La discriminazione in ambito sanitario è un’altra forma di violenza di genere, così il 27 novembre in molte piazze d’Italia era presente il presidio Sensibile-Invisibile, nato alcuni mesi fa per sostenere le donne affette da endometriosi, vulvodinia, fibromialgia e neuropatia del pudendo. La medicina è nata “a misura” di uomo e la ginecologia, i cui padri sono considerati Robert Lawson Tait e James Marion Sims, è nata per curare malattie legate alla gravidanza, per risolvere problemi della riproduzione non al servizio del benessere delle donne. Infatti il pregiudizio per cui le mestruazioni siano dolorose, impedisce al personale sanitario di riconoscere alcune patologie femminili, per non parlare della tendenza ad associare dolori vulvari o pelvici ad origini psicologiche. Non si investe sufficientemente sulla ricerca in patologie specifiche, che rimangono così misconosciute e non curate, il dolore delle donne resta inascoltato e sottovalutato e anche a queste realtà i movimenti femministi vogliono mettere un punto.

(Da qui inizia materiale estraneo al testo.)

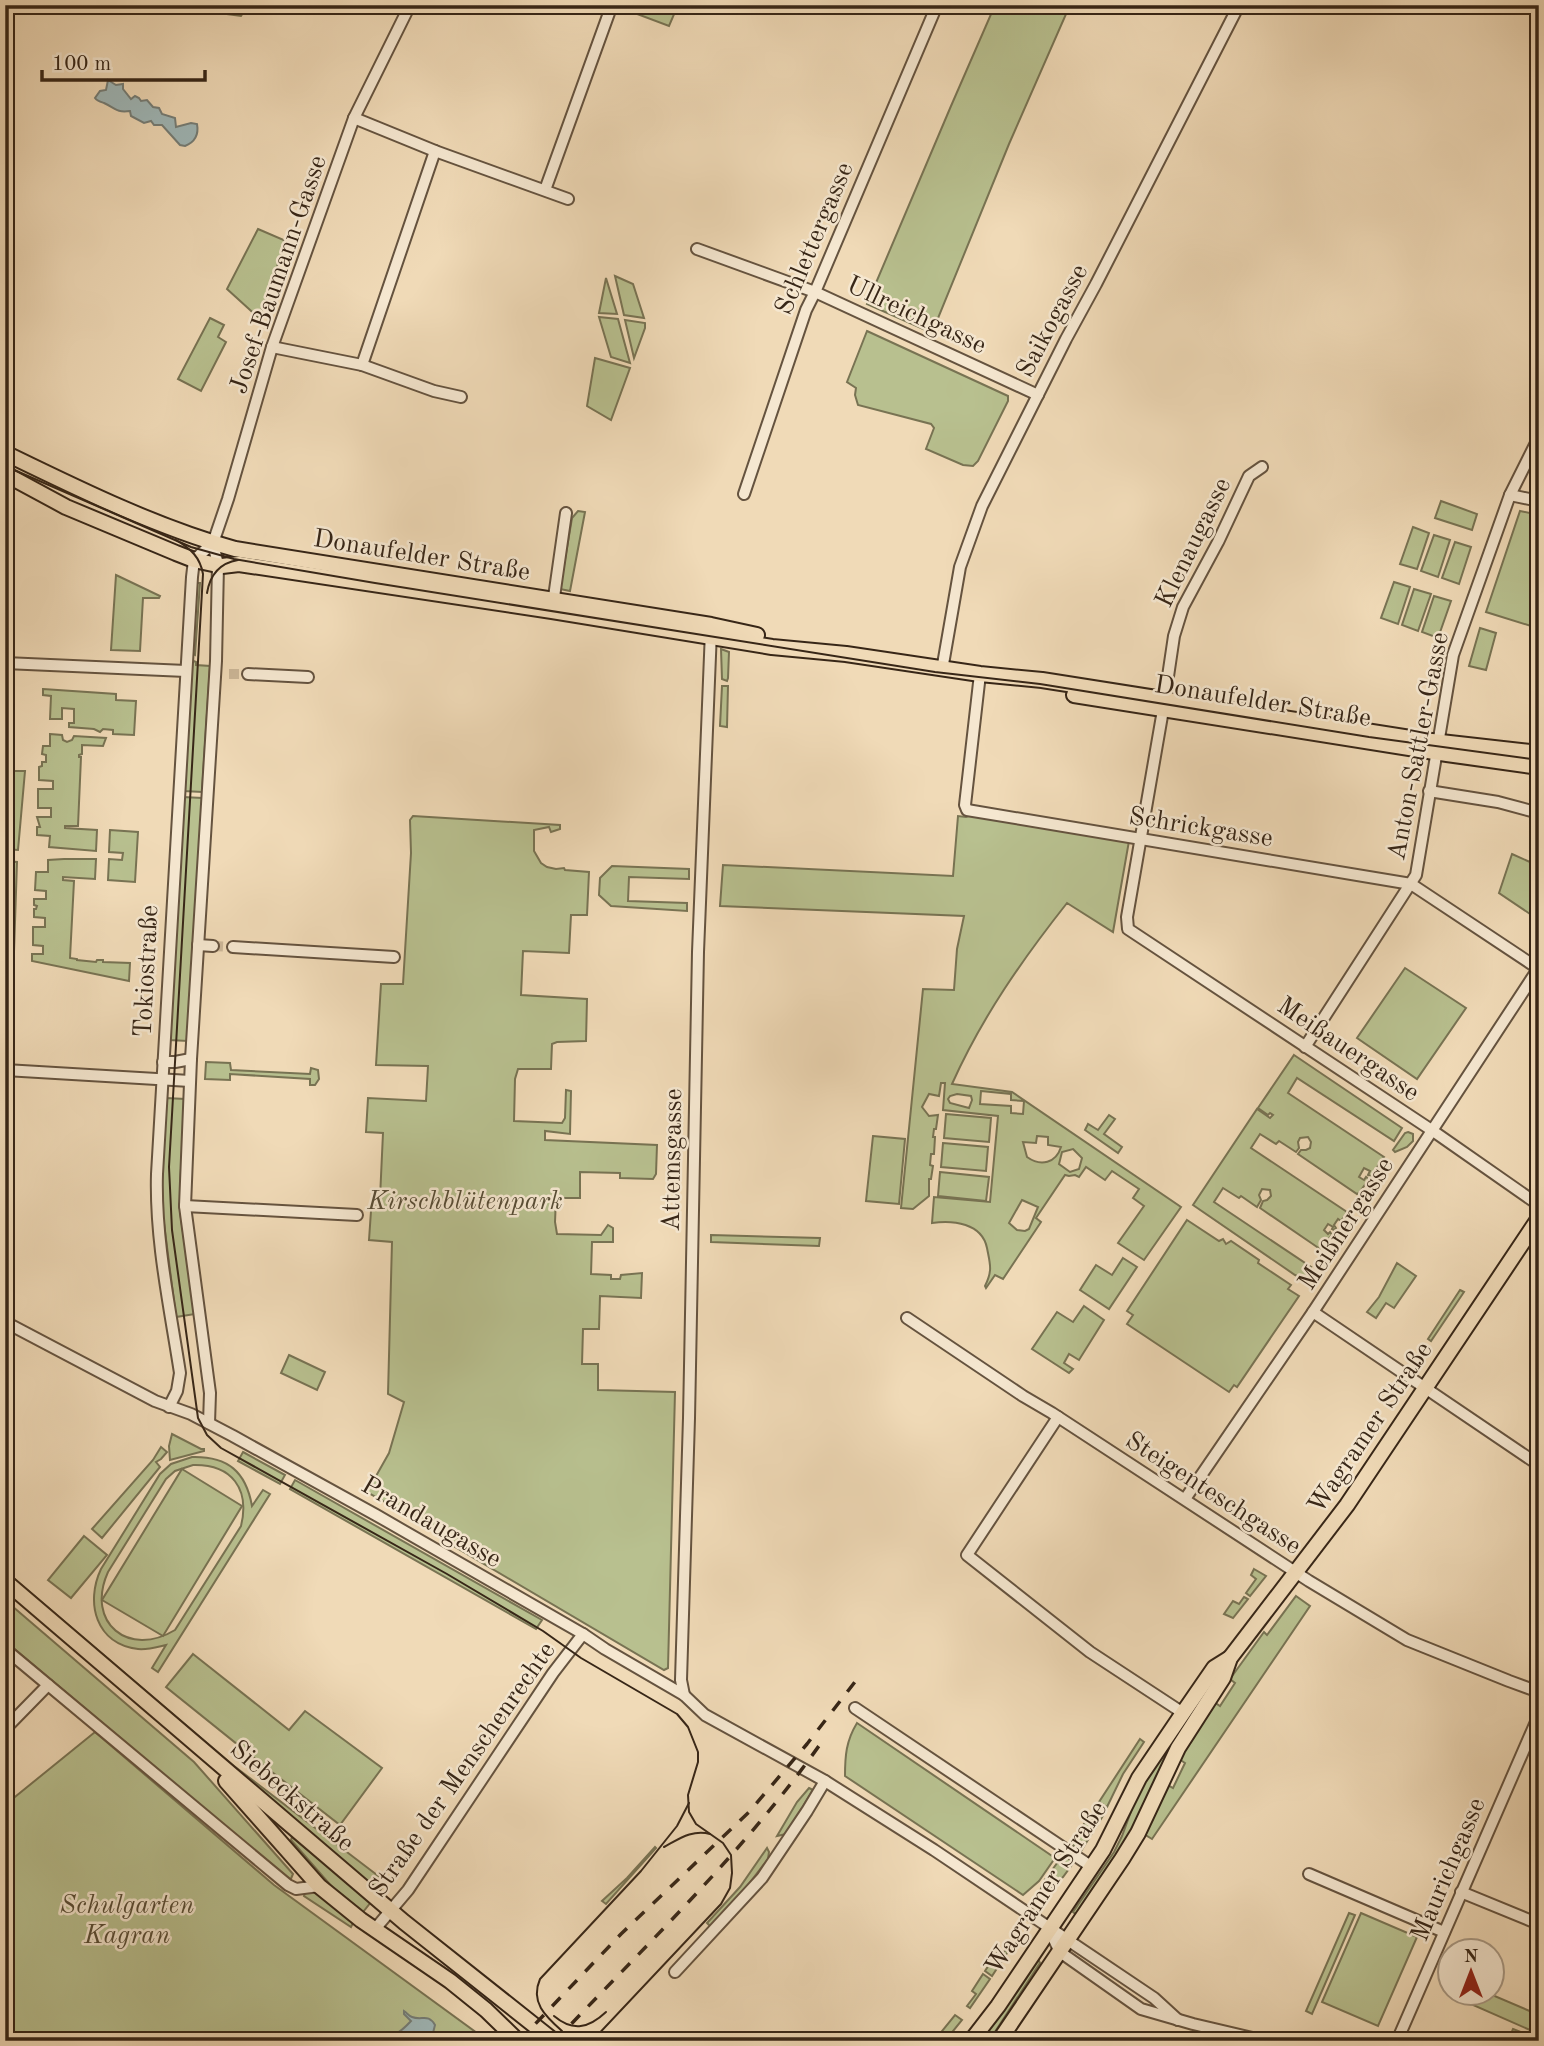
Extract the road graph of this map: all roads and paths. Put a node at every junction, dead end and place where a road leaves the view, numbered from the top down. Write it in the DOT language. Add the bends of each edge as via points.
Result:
graph roads {
  1 [pos="410,5"];
  2 [pos="474,5"];
  3 [pos="523,5"];
  4 [pos="937,5"];
  5 [pos="1239,5"];
  6 [pos="609,13"];
  7 [pos="354,118"];
  8 [pos="435,151"];
  9 [pos="545,190"];
  10 [pos="568,199"];
  11 [pos="697,249"];
  12 [pos="815,292"];
  13 [pos="272,347"];
  14 [pos="362,365"];
  15 [pos="1038,394"];
  16 [pos="461,397"];
  17 [pos="1539,437"];
  18 [pos="5,453"];
  19 [pos="1262,467"];
  20 [pos="5,474"];
  21 [pos="744,494"];
  22 [pos="1510,495"];
  23 [pos="1539,501"];
  24 [pos="566,513"];
  25 [pos="213,543"];
  26 [pos="194,560"];
  27 [pos="218,565"];
  28 [pos="553,606"];
  29 [pos="711,631"];
  30 [pos="5,663"];
  31 [pos="942,670"];
  32 [pos="186,671"];
  33 [pos="248,674"];
  34 [pos="980,674"];
  35 [pos="308,677"];
  36 [pos="1164,704"];
  37 [pos="1437,747"];
  38 [pos="1539,754"];
  39 [pos="1539,766"];
  40 [pos="1429,791"];
  41 [pos="1539,813"];
  42 [pos="1141,839"];
  43 [pos="1411,884"];
  44 [pos="1131,932"];
  45 [pos="198,945"];
  46 [pos="213,946"];
  47 [pos="233,947"];
  48 [pos="394,957"];
  49 [pos="1539,969"];
  50 [pos="1305,1046"];
  51 [pos="191,1059"];
  52 [pos="163,1062"];
  53 [pos="5,1070"];
  54 [pos="162,1079"];
  55 [pos="191,1081"];
  56 [pos="1433,1131"];
  57 [pos="1539,1205"];
  58 [pos="185,1206"];
  59 [pos="357,1215"];
  60 [pos="1539,1218"];
  61 [pos="1313,1312"];
  62 [pos="907,1318"];
  63 [pos="5,1322"];
  64 [pos="1424,1388"];
  65 [pos="169,1407"];
  66 [pos="1058,1417"];
  67 [pos="209,1423"];
  68 [pos="1539,1465"];
  69 [pos="1185,1499"];
  70 [pos="1296,1573"];
  71 [pos="5,1581"];
  72 [pos="5,1590"];
  73 [pos="583,1634"];
  74 [pos="5,1649"];
  75 [pos="1230,1658"];
  76 [pos="48,1685"];
  77 [pos="1539,1692"];
  78 [pos="684,1695"];
  79 [pos="855,1708"];
  80 [pos="1183,1713"];
  81 [pos="1539,1715"];
  82 [pos="5,1729"];
  83 [pos="825,1781"];
  84 [pos="1091,1867"];
  85 [pos="1309,1874"];
  86 [pos="319,1886"];
  87 [pos="1461,1892"];
  88 [pos="391,1911"];
  89 [pos="1539,1924"];
  90 [pos="375,1929"];
  91 [pos="1049,1929"];
  92 [pos="1444,1932"];
  93 [pos="1064,1946"];
  94 [pos="675,1972"];
  95 [pos="1178,2020"];
  96 [pos="518,2041"];
  97 [pos="554,2041"];
  98 [pos="971,2041"];
  99 [pos="999,2041"];
  100 [pos="1265,2041"];
  101 [pos="1397,2041"];
  1 -- 7 [label="street, Josef-Baumann-Gasse"];
  2 -- 3 [label="street"];
  4 -- 12 [label="street, Schlettergasse"];
  5 -- 15 [label="street, Saikogasse"];
  6 -- 9 [label="street"];
  7 -- 8 [label="street"];
  7 -- 13 [label="street, Josef-Baumann-Gasse"];
  8 -- 9 [label="street"];
  8 -- 14 [label="street"];
  9 -- 10 [label="street"];
  11 -- 12 [label="street, Ullreichgasse"];
  12 -- 15 [label="street, Ullreichgasse"];
  12 -- 21 [label="street, Schlettergasse"];
  13 -- 14 [label="street"];
  13 -- 25 [label="street, Josef-Baumann-Gasse"];
  14 -- 16 [label="street"];
  15 -- 31 [label="street, Saikogasse" via="971,535 960,567"];
  17 -- 22 [label="street, Anton-Sattler-Gasse"];
  18 -- 25 [label="main road, Donaufelder Straße"];
  19 -- 36 [label="street, Klenaugasse" via="1249,476 1183,607"];
  20 -- 26 [label="main road, Donaufelder Straße" via="66,507"];
  22 -- 23 [label="street"];
  22 -- 37 [label="street, Anton-Sattler-Gasse" via="1457,642"];
  24 -- 28 [label="street"];
  25 -- 26 [label="street"];
  25 -- 27 [label="street"];
  25 -- 28 [label="main road, Donaufelder Straße"];
  26 -- 27 [label="main road, Donaufelder Straße"];
  26 -- 32 [label="street, Tokiostraße"];
  27 -- 28 [label="main road, Donaufelder Straße" via="239,564"];
  27 -- 45 [label="street, Tokiostraße" via="220,673"];
  28 -- 29 [label="main road, Donaufelder Straße"];
  29 -- 31 [label="main road, Donaufelder Straße"];
  29 -- 78 [label="street, Attemsgasse" via="698,948"];
  30 -- 32 [label="street"];
  31 -- 34 [label="main road, Donaufelder Straße"];
  32 -- 52 [label="street, Tokiostraße"];
  33 -- 35 [label="street"];
  34 -- 36 [label="main road, Donaufelder Straße" via="1042,680"];
  34 -- 42 [label="street, Schrickgasse" via="967,810"];
  36 -- 37 [label="main road, Donaufelder Straße"];
  36 -- 42 [label="street, Klenaugasse"];
  37 -- 38 [label="main road, Donaufelder Straße"];
  37 -- 39 [label="main road, Donaufelder Straße"];
  37 -- 40 [label="street, Anton-Sattler-Gasse"];
  40 -- 41 [label="street"];
  40 -- 43 [label="street, Anton-Sattler-Gasse"];
  42 -- 43 [label="street, Schrickgasse"];
  42 -- 44 [label="street, Klenaugasse" via="1127,917"];
  43 -- 49 [label="street, Schrickgasse"];
  43 -- 50 [label="street, Anton-Sattler-Gasse"];
  44 -- 50 [label="street, Meißauergasse"];
  45 -- 46 [label="street"];
  45 -- 51 [label="street, Tokiostraße"];
  47 -- 48 [label="street"];
  49 -- 56 [label="street, Meißnergasse"];
  50 -- 56 [label="street, Meißauergasse"];
  51 -- 52 [label="street"];
  51 -- 55 [label="street, Tokiostraße"];
  52 -- 54 [label="street, Tokiostraße"];
  53 -- 54 [label="street"];
  54 -- 55 [label="street"];
  54 -- 65 [label="street, Tokiostraße" via="156,1200 180,1378"];
  55 -- 58 [label="street, Tokiostraße"];
  56 -- 57 [label="street, Meißauergasse"];
  56 -- 61 [label="street, Meißnergasse"];
  58 -- 59 [label="street"];
  58 -- 67 [label="street, Tokiostraße" via="210,1393"];
  60 -- 64 [label="main road, Wagramer Straße"];
  61 -- 64 [label="street"];
  61 -- 69 [label="street, Meißnergasse"];
  62 -- 66 [label="street, Steigenteschgasse"];
  63 -- 65 [label="street, Prandaugasse"];
  64 -- 68 [label="street"];
  64 -- 70 [label="main road, Wagramer Straße"];
  65 -- 67 [label="street, Prandaugasse"];
  66 -- 69 [label="street, Steigenteschgasse"];
  66 -- 80 [label="street" via="967,1555 1090,1652"];
  67 -- 73 [label="street, Prandaugasse"];
  69 -- 70 [label="street, Steigenteschgasse"];
  70 -- 75 [label="main road, Wagramer Straße"];
  70 -- 77 [label="street, Steigenteschgasse" via="1407,1640"];
  71 -- 88 [label="main road, Siebeckstraße"];
  72 -- 86 [label="main road, Siebeckstraße" via="235,1789"];
  73 -- 78 [label="street, Prandaugasse"];
  73 -- 88 [label="street, Straße der Menschenrechte"];
  74 -- 76 [label="street, Siebeckstraße"];
  75 -- 80 [label="main road, Wagramer Straße" via="1214,1668"];
  75 -- 93 [label="main road, Wagramer Straße" via="1223,1678 1178,1748 1138,1833"];
  76 -- 82 [label="street"];
  76 -- 86 [label="street, Siebeckstraße" via="288,1885 296,1889"];
  78 -- 83 [label="street, Prandaugasse" via="705,1715"];
  79 -- 84 [label="street"];
  80 -- 84 [label="main road, Wagramer Straße" via="1139,1778"];
  81 -- 87 [label="street, Maurichgasse"];
  83 -- 91 [label="street, Prandaugasse"];
  83 -- 94 [label="street" via="762,1878"];
  84 -- 91 [label="main road, Wagramer Straße"];
  85 -- 92 [label="street"];
  86 -- 90 [label="main road, Siebeckstraße"];
  87 -- 89 [label="street"];
  87 -- 92 [label="street, Maurichgasse"];
  88 -- 90 [label="street, Straße der Menschenrechte"];
  88 -- 97 [label="main road, Siebeckstraße"];
  90 -- 96 [label="main road, Siebeckstraße" via="450,1981"];
  91 -- 93 [label="street, Prandaugasse"];
  91 -- 98 [label="main road, Wagramer Straße"];
  92 -- 101 [label="street, Maurichgasse"];
  93 -- 95 [label="street" via="1154,1998"];
  93 -- 95 [label="street" via="1141,2009"];
  93 -- 99 [label="main road, Wagramer Straße"];
  95 -- 100 [label="street"];
}
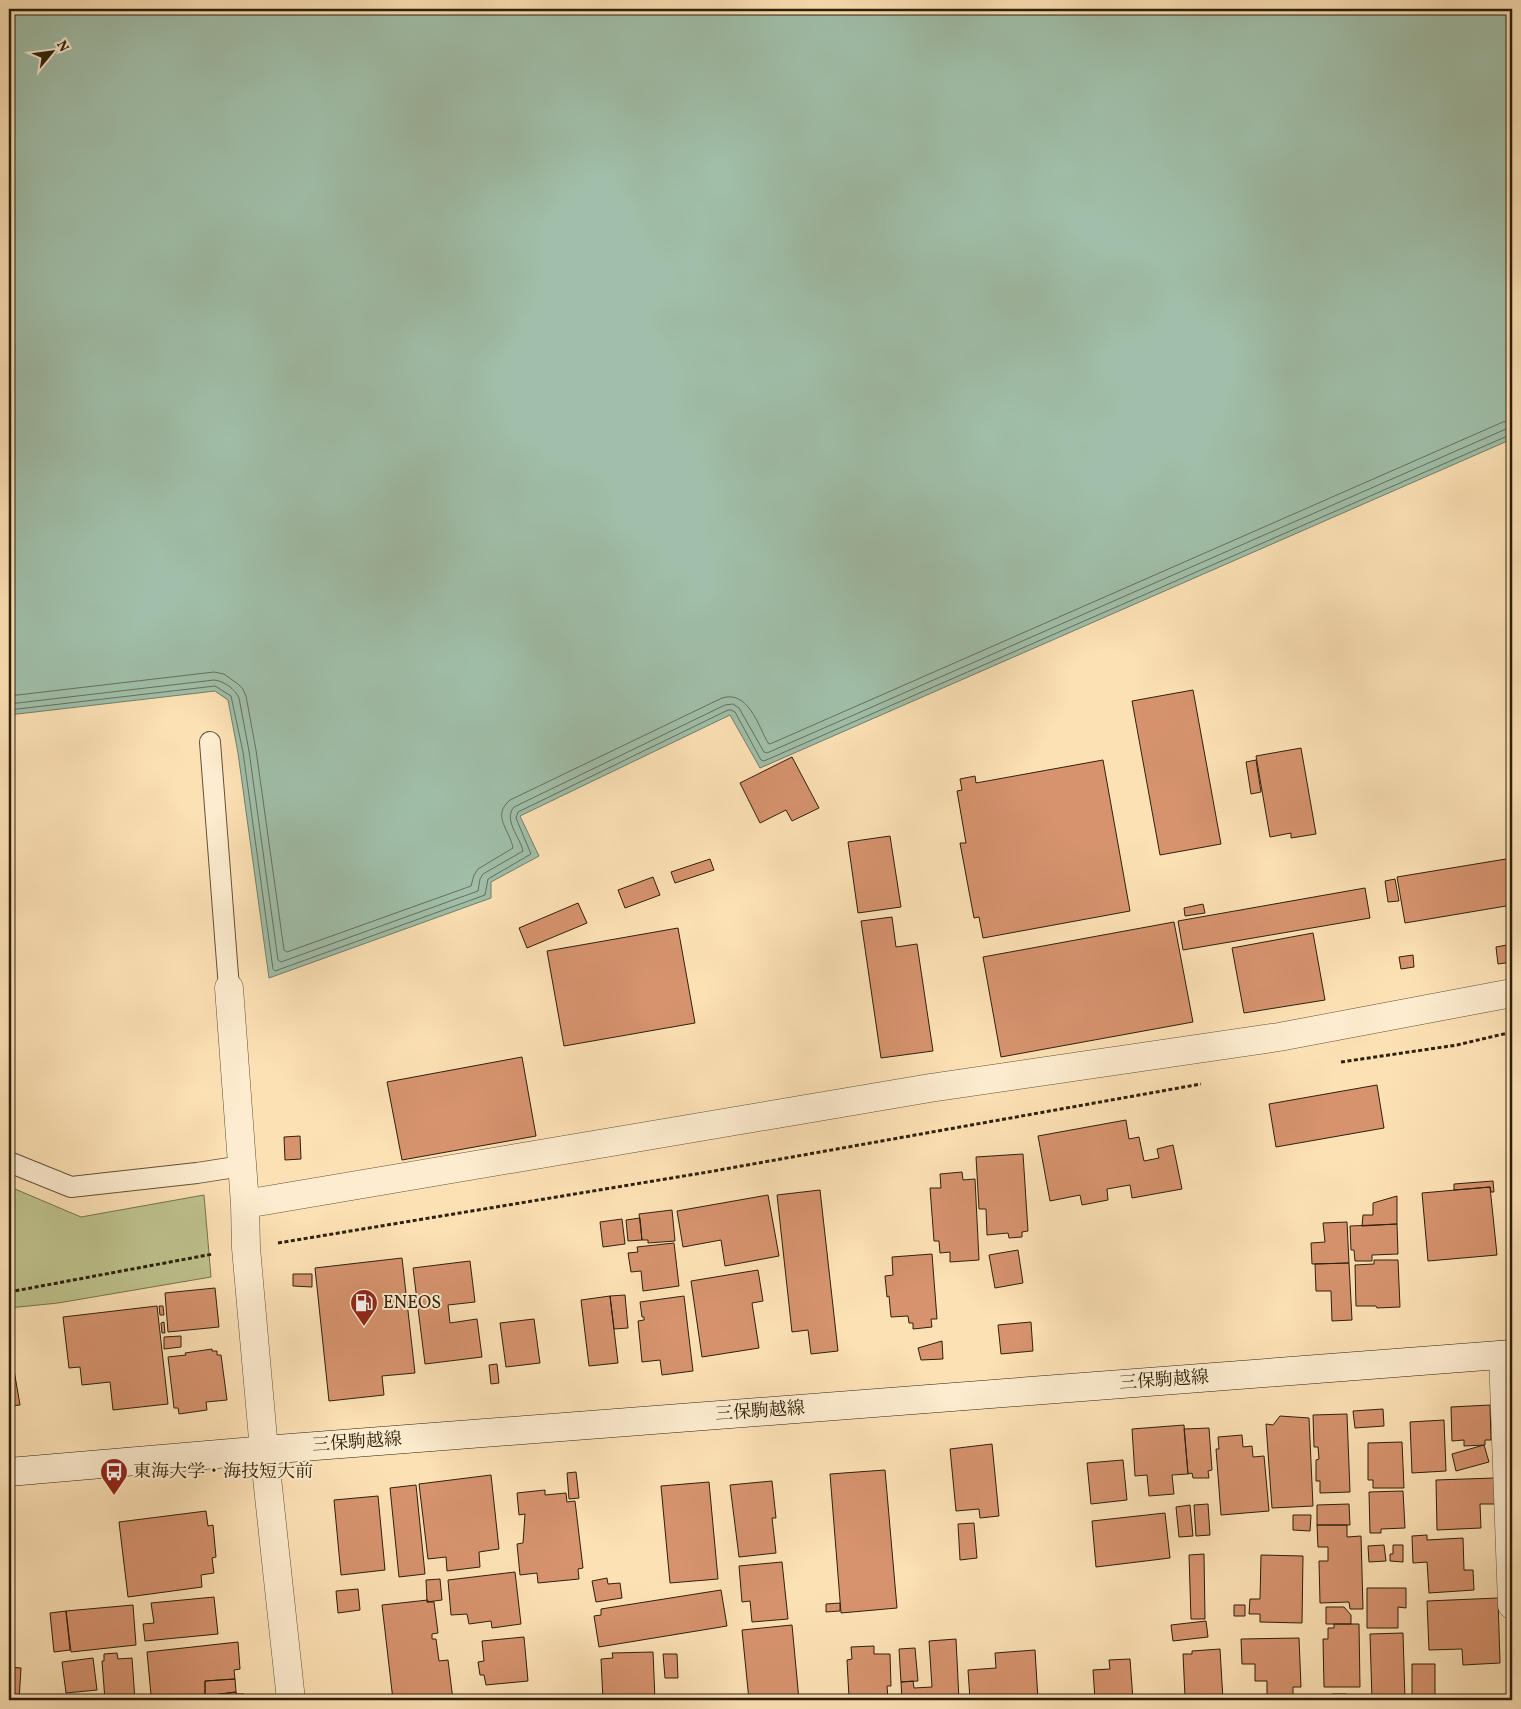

Movimento Uomini in cammino

A prescindere dai movimenti femministi, molto interessante è la nascita di movimenti di uomini contro la violenza sulle donne, i quali, consapevoli del maschilismo anche implicito in cui siamo globalmente immersi, si sono attivati a sostegno gruppi femminili. Il movimento più diffuso è Maschile Plurale, nato nel 2007, oppure il più giovane gruppo di Uomini in Cammino, i quali hanno organizzato sit-in e flash mob in diverse città italiane. Molto interessante la loro analisi della gravità della situazione attuale, nel loro Appello del 2006 intitolato “La violenza contro le donne ci riguarda”. Essi dichiarano. “forse il tramonto delle vecchie relazioni tra i sessi basate su una indiscussa supremazia maschile provoca una crisi e uno spaesamento negli uomini che richiedono una nuova capacità di riflessione, di autocoscienza, una ricerca approfondita sulle dinamiche della propria sessualità e sulla natura delle relazioni con le donne e con gli altri uomini. La rivoluzione femminile che abbiamo conosciuto dalla seconda metà del secolo scorso ha cambiato radicalmente il mondo”. E di fronte a questo cambiamento l’aumento di femminicidi sembra una conseguenza ormai divenuta insopportabile, anche se affiancata probabilmente all’aumento delle denunce, che rivela, quanto meno, una maggiore consapevolezza femminile. I numeri purtroppo sono ancora angosciosamente elevati.